Vladimir Prus


vladimirprus.com

Saturday, December 17, 2005

Not my bug

Often most debugging time is spent of pretty uninteresting bugs.

For example, most part of last Friday I was staring into debugger backed up by MIPS simulator, trying to figure out why exactly one test of 10 run decided to crash on a MIPS board. Let me first show you the code that was found guilty in the end:


static void itoa_really(unsigned long long value, unsigned int base)
{
    static char digits[] = {'0', '1', '2', '3', '4', '5',
                '6', '7', '8', '9', 'a', 'b', 'c', 
                'd', 'e', 'f'};

    if (!value)
        return;
    else {
        long rem;
        itoa_really(value / base, base);
        rem = value % base;
        target_putchar(digits[rem]);
    }
}
This is extremely basic code, but yes, it did broke everything.

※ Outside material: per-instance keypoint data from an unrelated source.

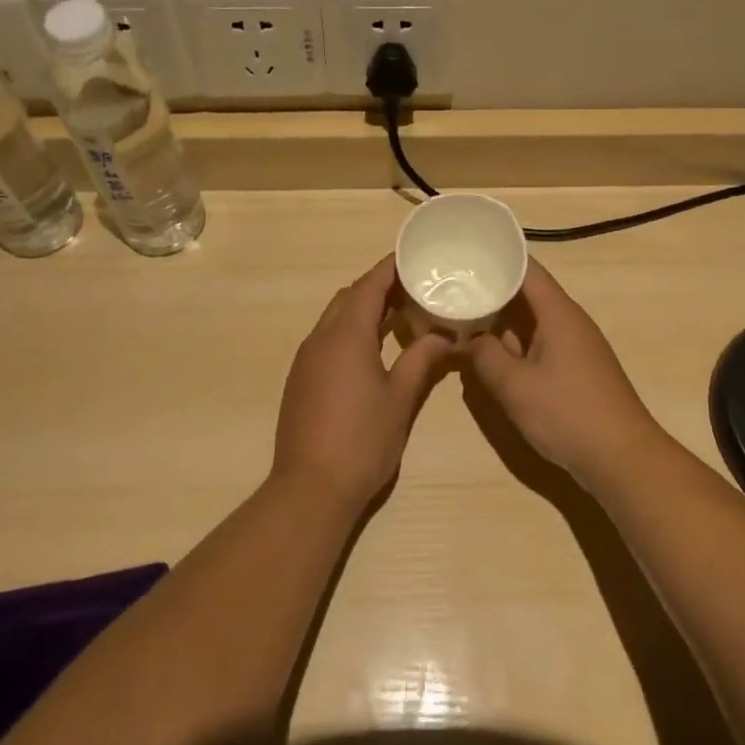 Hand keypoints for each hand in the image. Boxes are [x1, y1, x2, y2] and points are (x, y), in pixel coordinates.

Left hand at [271, 256, 454, 512]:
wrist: (310, 489)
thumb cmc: (362, 440)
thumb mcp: (400, 399)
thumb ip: (421, 360)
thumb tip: (443, 335)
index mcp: (346, 335)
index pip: (369, 286)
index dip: (390, 268)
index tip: (414, 256)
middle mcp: (321, 338)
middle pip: (349, 297)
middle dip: (378, 287)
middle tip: (413, 288)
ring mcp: (306, 359)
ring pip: (335, 318)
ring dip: (363, 310)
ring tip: (399, 315)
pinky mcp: (300, 379)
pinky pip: (327, 339)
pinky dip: (350, 331)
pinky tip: (372, 350)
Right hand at [464, 259, 667, 488]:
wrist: (622, 459)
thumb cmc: (567, 413)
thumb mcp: (514, 385)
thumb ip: (485, 356)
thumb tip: (468, 339)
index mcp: (558, 313)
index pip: (527, 269)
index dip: (497, 259)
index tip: (465, 256)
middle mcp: (569, 321)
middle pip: (528, 293)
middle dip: (493, 290)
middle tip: (454, 287)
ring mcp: (575, 346)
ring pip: (533, 321)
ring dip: (502, 321)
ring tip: (464, 317)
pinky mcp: (576, 370)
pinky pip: (541, 344)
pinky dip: (516, 344)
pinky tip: (492, 355)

Initially, the crash happened on a real MIPS board, on a pretty complex test. It was reduced to a test printing just two 64-bit values, and crash depended on the printed values. Say, printing 0 worked, but printing 0x11223344556677 crashed. It was not possible to debug the problem on the board, and the few floating licences for simulator were in use, so I tried to solve the problem by poking around. At one time I've added an extra line of code before call to "target_putchar", and the line was:


rem = 3;
Strangely, the crash was gone.

At this point I though that maybe there's some really wrong with 64 on 32 division, and 'rem' can become wrong, so I replace that "rem = 3" line with:


if (rem < 0) { rem = 0; }
if (rem > 15) { rem = 15; }
The crash appeared again.

Another try was:


if (rem < 3) { rem = 3; }
if (rem > 3) { rem = 3; }
and the crash was still there.

Finally, with:


if (rem <= 3) { rem = 3; }
if (rem > 3) { rem = 3; }
everything worked. Of course, all values was printed as "3333.....333", but it did not crash. Completely buffled, I decided simulator is the only help and eventually we've grabbed the license.

A couple of hours later, I found the one-character fix (literally). The linker config file specified mere 1KB of stack size, and when printing too large values, itoa_really recursed too deep, overflowing the stack, and overwriting a bunch of program variables. Changing to 4KB of stack set it all right. And what's even more funny, I never ever touched that linker config file, and have no idea what kind of programs are supposed to work on such stack space diet.

5 comments:

Anonymous said...

..but why are you using recursion for this algorithm anyway? it's a loop.

Vladimir Prus said...

Recursion is just more straight-forward to implement. This is not time-critical part (I'd expect talking over serial interface to be considerably more slow then actually formating number), or not memory-intensive.

Anonymous said...

"or not memory-intensive."
but you've made it memory intensive by using recursion where it's not needed.
using a loop you merely need a temporary buffer the size of the biggest string (64 bytes in this case).

#define MAX_STR 64
static void itoa_really(unsigned long long value, unsigned int base)
{
static char digits[] = {'0', '1', '2', '3', '4', '5',
'6', '7', '8', '9', 'a', 'b', 'c',
'd', 'e', 'f'};

int i=MAX_STR;
char tmp[MAX_STR+1];

for (tmp[i]=0; value; value=value/base)
tmp[--i] = digits[value%base];
while (i<MAX_STR)
target_putchar(tmp[i++]);
}

Vladimir Prus said...

Sure, loop is more memory intensive then recursion, but I basically took existing code and had no idea this small difference in memory usage matters, so did not bother to rewrite this as loop.

Vladimir Prus said...

Actually, I mean "loop is less memory intensive than recursion".